French lawmakers have cracked down on prostitution with a new law that will make it illegal to pay for sex and introduces fines of up to €3,750 (£3,000) for those who fail to comply.
It makes France one of only a handful of European countries to criminalise the clients of sex workers. Sweden, Norway, Iceland and Britain have also introduced similar laws.
The bill has proved controversial in France, with sex workers warning that it will put them at risk as they will have to operate out of sight of police, meaning they are less protected.
Around 60 prostitutes and activists staged a protest outside parliament as the bill was debated, with signs reading "I'll take care of myself" and "sex work is work".

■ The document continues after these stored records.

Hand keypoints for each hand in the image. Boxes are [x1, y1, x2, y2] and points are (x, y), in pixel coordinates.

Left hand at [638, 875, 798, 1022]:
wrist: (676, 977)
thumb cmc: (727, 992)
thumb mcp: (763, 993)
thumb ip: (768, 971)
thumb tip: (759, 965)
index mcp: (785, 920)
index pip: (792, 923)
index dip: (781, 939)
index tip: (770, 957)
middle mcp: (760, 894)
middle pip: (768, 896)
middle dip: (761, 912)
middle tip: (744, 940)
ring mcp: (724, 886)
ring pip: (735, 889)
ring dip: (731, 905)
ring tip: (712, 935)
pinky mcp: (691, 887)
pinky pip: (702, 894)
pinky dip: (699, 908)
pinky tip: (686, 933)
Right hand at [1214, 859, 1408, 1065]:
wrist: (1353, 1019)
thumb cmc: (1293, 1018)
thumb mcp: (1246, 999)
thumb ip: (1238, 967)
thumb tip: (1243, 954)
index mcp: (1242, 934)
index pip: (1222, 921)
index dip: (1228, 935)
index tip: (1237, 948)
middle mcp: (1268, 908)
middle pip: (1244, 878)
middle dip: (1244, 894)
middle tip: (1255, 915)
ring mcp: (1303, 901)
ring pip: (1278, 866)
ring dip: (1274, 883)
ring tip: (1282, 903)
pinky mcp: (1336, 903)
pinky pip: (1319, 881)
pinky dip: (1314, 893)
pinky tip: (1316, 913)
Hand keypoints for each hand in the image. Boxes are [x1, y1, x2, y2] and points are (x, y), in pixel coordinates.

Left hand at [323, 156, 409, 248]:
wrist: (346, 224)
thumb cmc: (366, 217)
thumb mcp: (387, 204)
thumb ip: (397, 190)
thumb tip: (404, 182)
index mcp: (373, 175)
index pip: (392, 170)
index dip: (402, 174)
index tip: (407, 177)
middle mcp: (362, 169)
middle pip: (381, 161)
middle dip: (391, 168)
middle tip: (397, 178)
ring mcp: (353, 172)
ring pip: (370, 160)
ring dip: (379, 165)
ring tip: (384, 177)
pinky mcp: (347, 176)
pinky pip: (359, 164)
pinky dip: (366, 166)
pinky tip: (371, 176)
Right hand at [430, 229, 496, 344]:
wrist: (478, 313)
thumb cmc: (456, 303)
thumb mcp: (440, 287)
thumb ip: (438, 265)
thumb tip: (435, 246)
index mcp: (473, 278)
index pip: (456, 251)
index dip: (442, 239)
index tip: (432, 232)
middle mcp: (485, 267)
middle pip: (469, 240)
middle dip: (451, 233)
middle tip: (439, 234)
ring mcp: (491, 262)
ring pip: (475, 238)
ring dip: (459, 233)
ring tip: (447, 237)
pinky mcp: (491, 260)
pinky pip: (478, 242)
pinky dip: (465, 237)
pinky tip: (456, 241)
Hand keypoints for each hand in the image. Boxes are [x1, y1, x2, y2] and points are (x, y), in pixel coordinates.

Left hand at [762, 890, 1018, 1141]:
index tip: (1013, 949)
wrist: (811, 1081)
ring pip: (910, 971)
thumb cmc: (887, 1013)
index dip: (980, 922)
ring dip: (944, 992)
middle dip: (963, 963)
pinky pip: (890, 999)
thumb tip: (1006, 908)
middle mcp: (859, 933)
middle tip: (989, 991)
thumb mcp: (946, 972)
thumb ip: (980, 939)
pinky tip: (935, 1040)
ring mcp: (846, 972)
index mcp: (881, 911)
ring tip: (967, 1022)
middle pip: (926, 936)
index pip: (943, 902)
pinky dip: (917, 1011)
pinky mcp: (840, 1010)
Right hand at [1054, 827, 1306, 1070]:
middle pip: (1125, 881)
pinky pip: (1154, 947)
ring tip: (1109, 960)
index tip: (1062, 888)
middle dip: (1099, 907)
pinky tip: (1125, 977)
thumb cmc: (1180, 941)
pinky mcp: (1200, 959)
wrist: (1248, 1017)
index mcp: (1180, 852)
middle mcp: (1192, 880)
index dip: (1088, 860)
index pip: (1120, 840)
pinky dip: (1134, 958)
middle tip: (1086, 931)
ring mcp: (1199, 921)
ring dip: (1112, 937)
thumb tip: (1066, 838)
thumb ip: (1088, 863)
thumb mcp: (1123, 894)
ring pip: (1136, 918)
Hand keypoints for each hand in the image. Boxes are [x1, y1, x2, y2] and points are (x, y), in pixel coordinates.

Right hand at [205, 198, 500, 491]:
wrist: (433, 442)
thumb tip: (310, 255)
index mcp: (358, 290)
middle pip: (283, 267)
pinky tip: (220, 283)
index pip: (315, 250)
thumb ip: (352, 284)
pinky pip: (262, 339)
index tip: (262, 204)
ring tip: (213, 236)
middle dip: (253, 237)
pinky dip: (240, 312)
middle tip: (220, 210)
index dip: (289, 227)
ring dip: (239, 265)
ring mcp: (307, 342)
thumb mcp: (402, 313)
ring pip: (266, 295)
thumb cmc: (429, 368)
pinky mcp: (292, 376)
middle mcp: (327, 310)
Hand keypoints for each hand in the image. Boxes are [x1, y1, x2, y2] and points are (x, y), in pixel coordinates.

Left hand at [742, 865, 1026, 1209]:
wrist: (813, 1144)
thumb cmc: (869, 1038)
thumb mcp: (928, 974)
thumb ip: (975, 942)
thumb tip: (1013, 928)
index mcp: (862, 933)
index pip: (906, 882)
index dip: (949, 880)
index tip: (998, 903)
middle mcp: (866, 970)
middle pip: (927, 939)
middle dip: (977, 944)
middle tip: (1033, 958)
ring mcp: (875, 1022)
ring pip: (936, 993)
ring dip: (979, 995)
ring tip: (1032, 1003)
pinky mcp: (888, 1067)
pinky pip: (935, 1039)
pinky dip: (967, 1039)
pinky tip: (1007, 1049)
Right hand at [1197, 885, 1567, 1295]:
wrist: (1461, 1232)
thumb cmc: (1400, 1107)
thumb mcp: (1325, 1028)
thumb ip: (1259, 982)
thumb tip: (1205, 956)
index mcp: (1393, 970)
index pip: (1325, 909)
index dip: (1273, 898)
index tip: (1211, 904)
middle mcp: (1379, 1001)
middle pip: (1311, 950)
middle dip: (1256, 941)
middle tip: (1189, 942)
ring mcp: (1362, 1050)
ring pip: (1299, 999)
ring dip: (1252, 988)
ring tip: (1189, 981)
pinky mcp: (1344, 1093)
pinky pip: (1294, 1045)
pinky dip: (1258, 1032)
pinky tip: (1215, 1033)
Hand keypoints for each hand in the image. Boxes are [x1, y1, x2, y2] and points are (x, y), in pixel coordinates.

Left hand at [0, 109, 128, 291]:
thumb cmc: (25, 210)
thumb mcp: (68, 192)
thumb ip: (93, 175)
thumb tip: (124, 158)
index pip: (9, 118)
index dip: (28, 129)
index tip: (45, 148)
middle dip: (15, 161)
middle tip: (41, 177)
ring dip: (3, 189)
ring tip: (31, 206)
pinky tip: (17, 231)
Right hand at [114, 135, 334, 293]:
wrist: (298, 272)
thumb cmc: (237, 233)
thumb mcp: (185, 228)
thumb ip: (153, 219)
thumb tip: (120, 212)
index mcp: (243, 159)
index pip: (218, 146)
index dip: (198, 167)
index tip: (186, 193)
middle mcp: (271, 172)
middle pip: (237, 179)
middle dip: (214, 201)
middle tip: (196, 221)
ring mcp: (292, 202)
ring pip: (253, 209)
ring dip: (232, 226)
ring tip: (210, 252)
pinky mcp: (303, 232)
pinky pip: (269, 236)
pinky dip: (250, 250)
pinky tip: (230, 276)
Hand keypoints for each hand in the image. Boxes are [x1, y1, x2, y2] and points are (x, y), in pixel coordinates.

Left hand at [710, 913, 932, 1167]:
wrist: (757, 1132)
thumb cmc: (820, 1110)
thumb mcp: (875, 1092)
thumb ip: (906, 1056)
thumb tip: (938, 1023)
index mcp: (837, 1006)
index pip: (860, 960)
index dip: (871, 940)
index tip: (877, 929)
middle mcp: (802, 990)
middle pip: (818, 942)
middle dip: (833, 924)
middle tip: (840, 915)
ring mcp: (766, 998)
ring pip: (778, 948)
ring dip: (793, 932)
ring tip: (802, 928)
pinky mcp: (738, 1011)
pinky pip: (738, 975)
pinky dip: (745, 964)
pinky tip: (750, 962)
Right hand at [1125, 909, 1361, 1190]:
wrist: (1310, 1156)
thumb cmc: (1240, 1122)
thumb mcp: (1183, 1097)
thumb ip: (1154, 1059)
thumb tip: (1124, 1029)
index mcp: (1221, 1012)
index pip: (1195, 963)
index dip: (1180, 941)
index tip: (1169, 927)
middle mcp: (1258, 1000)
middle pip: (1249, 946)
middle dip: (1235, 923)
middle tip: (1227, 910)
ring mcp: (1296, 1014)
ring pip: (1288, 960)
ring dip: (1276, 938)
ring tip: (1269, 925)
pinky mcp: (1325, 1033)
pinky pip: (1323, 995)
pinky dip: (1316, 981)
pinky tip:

Maud Olivier, a social MP behind the new bill, said she hoped that it would lead to a new perception of sex workers as "victims".
"This law is essential to ending the idea that it is normal to buy someone's body," she told AFP news agency.
Those who are working to sell sex disagree, and say they will suffer as a result.
The law will "increase police repression (and) degrade working conditions", one member of the Strass sex workers union said.
More than 300 public figures including writers and actors also opposed the bill in a public letter on the grounds that it was too limiting to citizens' personal freedoms.
Their "scumbag's manifesto" said it was not up to lawmakers to "legislate norms on our desires and our pleasures".